Please do that, then put build.log on pastebin.com or some other accessible site.


----------



## amnixed (Jan 26, 2013)

`# pkg_info -g pango-1.28.4_1
Information for pango-1.28.4_1:

Mismatched Checksums:`

Here is the build log:

http://wwwr.3dresearch.com/portbuild/portbuild2_wxgtk28-unicode

Seems to be the same as my previous attempt:

http://wwwr.3dresearch.com/portbuild/portbuild_wxgtk28-unicode

Thank you for not giving up...


----------



## wblock@ (Jan 26, 2013)

And about /usr/ports/UPDATING?

Rebuilding and reinstalling x11-toolkits/gtk20 won't hurt.


----------



## amnixed (Jan 26, 2013)

I have looked into /usr/ports/UPDATING; what entry am I missing?

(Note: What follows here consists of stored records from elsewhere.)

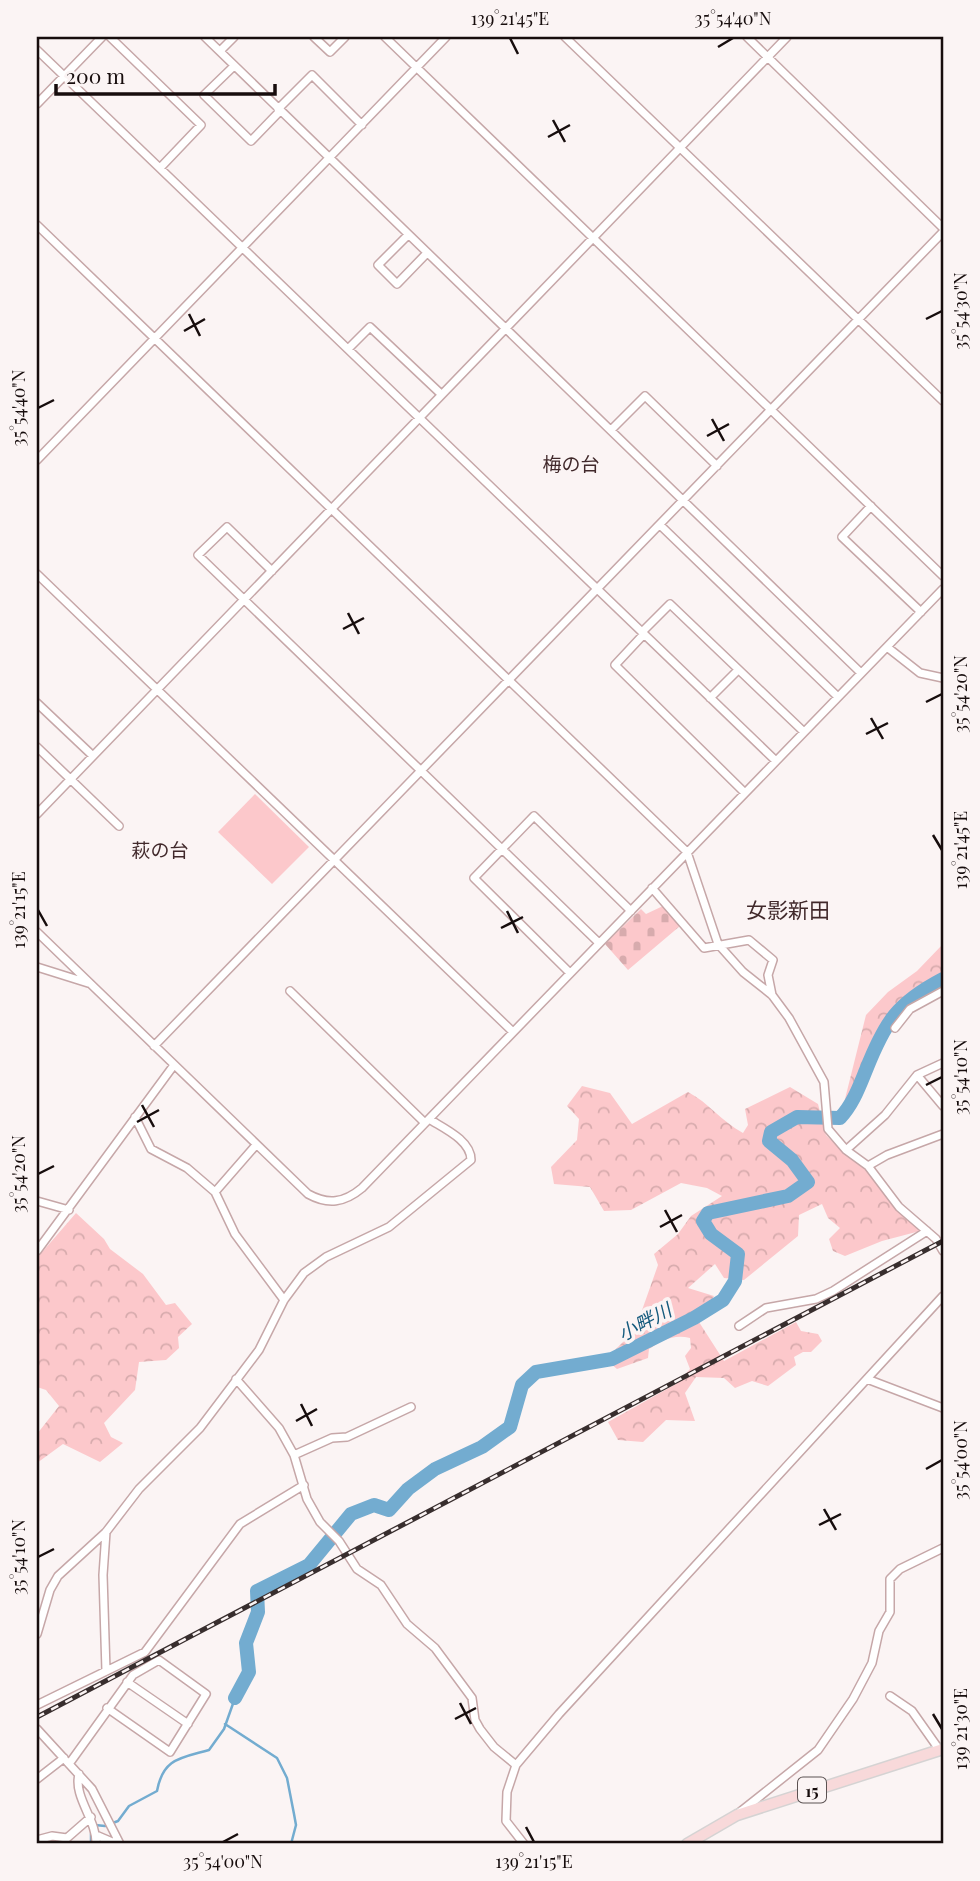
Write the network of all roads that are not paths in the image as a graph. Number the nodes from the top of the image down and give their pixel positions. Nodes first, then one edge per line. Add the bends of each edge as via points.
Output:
1 (102, 37) edge
2 (110, 37) edge
3 (205, 37) edge
4 (234, 37) edge
5 (314, 37) edge
6 (345, 37) edge
7 (385, 37) edge
8 (446, 37) edge
9 (565, 37) edge
10 (747, 37) edge
11 (787, 37) edge
12 (37, 50) edge
13 (220, 51) junction
14 (768, 56) junction
15 (234, 66) junction
16 (416, 67) junction
17 (64, 76) junction
18 (37, 104) edge
19 (279, 110) junction
20 (362, 125) junction
21 (681, 148) junction
22 (329, 157) junction
23 (160, 168) junction
24 (37, 225) edge
25 (943, 230) edge
26 (408, 235) junction
27 (592, 238) junction
28 (242, 248) junction
29 (427, 253) junction
30 (859, 320) junction
31 (505, 329) junction
32 (154, 338) junction
33 (348, 349) junction
34 (442, 394) junction
35 (943, 401) edge
36 (772, 410) junction
37 (418, 418) junction
38 (611, 430) junction
39 (37, 460) edge
40 (718, 466) junction
41 (684, 501) junction
42 (871, 506) junction
43 (331, 510) junction
44 (660, 525) junction
45 (272, 571) junction
46 (37, 574) edge
47 (943, 576) edge
48 (597, 589) junction
49 (943, 589) edge
50 (245, 600) junction
51 (921, 612) junction
52 (643, 633) junction
53 (887, 646) junction
54 (737, 670) junction
55 (861, 673) junction
56 (943, 678) edge
57 (509, 680) junction
58 (156, 690) junction
59 (838, 697) junction
60 (710, 698) junction
61 (37, 703) edge
62 (804, 733) junction
63 (37, 747) edge
64 (93, 756) junction
65 (776, 761) junction
66 (421, 771) junction
67 (69, 780) junction
68 (745, 793) junction
69 (37, 814) edge
70 (119, 826) dead end
71 (502, 849) junction
72 (687, 852) junction
73 (334, 861) junction
74 (652, 888) junction
75 (631, 911) junction
76 (37, 932) edge
77 (599, 943) junction
78 (718, 944) junction
79 (37, 967) edge
80 (570, 973) junction
81 (92, 984) junction
82 (290, 990) dead end
83 (943, 991) edge
84 (772, 995) junction
85 (895, 1028) dead end
86 (513, 1032) junction
87 (154, 1046) junction
88 (943, 1063) edge
89 (174, 1065) junction
90 (917, 1075) junction
91 (943, 1106) edge
92 (135, 1117) junction
93 (427, 1121) junction
94 (943, 1134) edge
95 (257, 1145) junction
96 (846, 1150) junction
97 (868, 1166) junction
98 (215, 1192) junction
99 (37, 1200) edge
100 (69, 1210) junction
101 (927, 1231) junction
102 (37, 1251) edge
103 (943, 1251) edge
104 (943, 1296) edge
105 (284, 1300) junction
106 (739, 1326) dead end
107 (236, 1379) junction
108 (867, 1379) junction
109 (411, 1407) dead end
110 (943, 1408) edge
111 (294, 1455) junction
112 (304, 1485) junction
113 (106, 1532) junction
114 (943, 1548) edge
115 (37, 1634) edge
116 (106, 1671) junction
117 (127, 1682) junction
118 (890, 1696) dead end
119 (37, 1705) edge
120 (107, 1708) junction
121 (188, 1724) junction
122 (37, 1729) edge
123 (943, 1738) edge
124 (941, 1749) edge
125 (67, 1761) junction
126 (516, 1765) junction
127 (79, 1774) junction
128 (37, 1779) edge
129 (737, 1815) junction
130 (94, 1826) junction
131 (37, 1840) edge
132 (96, 1844) edge
133 (118, 1844) edge
134 (524, 1844) edge
135 (687, 1844) edge

1 - 17 street
2 - 23 street via 201,125
3 - 13 street
4 - 13 street
5 - 6 street via 330,52
7 - 16 street
8 - 16 street
9 - 21 street
10 - 14 street
11 - 14 street
12 - 17 street
13 - 15 street
14 - 21 street
14 - 25 street
15 - 19 street
15 - 19 street via 204,95 251,141
16 - 20 street
16 - 27 street
17 - 18 street
17 - 23 street
19 - 20 street via 312,75
19 - 22 street
20 - 22 street
21 - 27 street
21 - 30 street
22 - 26 street
22 - 28 street
23 - 28 street
24 - 32 street
25 - 30 street
26 - 29 street
26 - 29 street via 378,265 397,284
27 - 31 street
27 - 36 street
28 - 32 street
28 - 33 street
29 - 31 street
30 - 35 street
30 - 36 street
31 - 34 street
31 - 38 street
32 - 39 street
32 - 43 street
33 - 34 street via 370,327
33 - 37 street
34 - 37 street
36 - 40 street
36 - 42 street
37 - 43 street
37 - 48 street
38 - 40 street via 645,396
38 - 41 street
40 - 41 street
41 - 44 street
41 - 55 street
42 - 47 street
42 - 51 street via 842,537
43 - 45 street
43 - 57 street
44 - 48 street
44 - 59 street
45 - 50 street
45 - 50 street via 227,527 198,555
46 - 58 street
48 - 52 street
48 - 57 street
49 - 51 street
50 - 58 street
50 - 66 street
51 - 53 street
52 - 54 street via 670,604
52 - 60 street
52 - 68 street via 615,665
53 - 55 street
53 - 56 street via 920,673
54 - 60 street
54 - 62 street
55 - 59 street
57 - 66 street
57 - 72 street
58 - 64 street
58 - 73 street
59 - 62 street
60 - 65 street
61 - 64 street
62 - 65 street
63 - 67 street
64 - 67 street
65 - 68 street
66 - 71 street
66 - 73 street
67 - 69 street
67 - 70 street
68 - 72 street
71 - 75 street via 534,816
71 - 77 street
71 - 80 street via 474,878
72 - 74 street
72 - 78 street
73 - 86 street
73 - 87 street
74 - 75 street
74 - 78 street via 705,948
75 - 77 street
76 - 81 street
77 - 80 street
78 - 84 street
78 - 84 street via 749,940 773,960 768,975
79 - 81 street
80 - 86 street
81 - 87 street
82 - 93 street
83 - 85 street via 910,1009
84 - 96 street via 824,1082 828,1128
86 - 93 street
87 - 89 street
88 - 90 street
89 - 92 street
89 - 95 street
90 - 91 street
90 - 96 street via 885,1115
92 - 98 street via 151,1149 187,1168
92 - 100 street
93 - 95 street via 362,1188 339,1201 308,1194
93 - 105 street via 463,1143 471,1160 388,1227 313,1265
94 - 97 street
95 - 98 street
96 - 97 street
97 - 101 street via 899,1207
98 - 105 street via 235,1234
99 - 100 street
100 - 102 street
101 - 103 street
101 - 106 street via 833,1291 816,1299 766,1308
104 - 108 street
105 - 107 street via 259,1350
107 - 111 street via 279,1428
107 - 113 street via 200,1428 139,1489
108 - 110 street
108 - 126 street
109 - 111 street
111 - 112 street
112 - 116 street via 240,1524 145,1652
112 - 126 street via 311,1510 357,1569 381,1586 407,1625 435,1647 472,1698 480,1729
113 - 115 street via 58,1576
113 - 116 street
114 - 129 street via 890,1578 890,1612 879,1631 872,1663 818,1750
116 - 119 street
117 - 120 street
117 - 121 street
117 - 121 street via 159,1660 206,1694
118 - 124 street via 912,1710
120 - 121 street via 170,1752
120 - 125 street
122 - 125 street
123 - 124 street
124 - 129 main road, 15
125 - 127 street
125 - 128 street
126 - 134 street via 506,1821
127 - 130 street via 79,1789
127 - 133 street via 98,1798
129 - 135 main road, 15
130 - 131 street via 67,1838
130 - 132 street
130 - 133 street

I have reinstalled gtk-2.24.6_2, it has built and installed without errors:

http://wwwr.3dresearch.com/portbuild/portbuild_gtk-2.24.6_2

Then, I tried to build wxgtk2-unicode-2.8.12_1 again, but no luck:

http://wwwr.3dresearch.com/portbuild/portbuild3_wxgtk28-unicode


----------



## wblock@ (Jan 26, 2013)

amnixed said:
			
		

> I have looked into /usr/ports/UPDATING; what entry am I missing?



Maybe none.  But have you done all of the ones that applied to your system since you installed it?

Oh, and pkg_libchk(1) from sysutils/bsdadminscripts can find ports that are missing libraries, usually indicating a missed upgrade.


----------



## amnixed (Jan 27, 2013)

wblock@ said:
			
		

> Maybe none.  But have you done all of the ones that applied to your system since you installed it?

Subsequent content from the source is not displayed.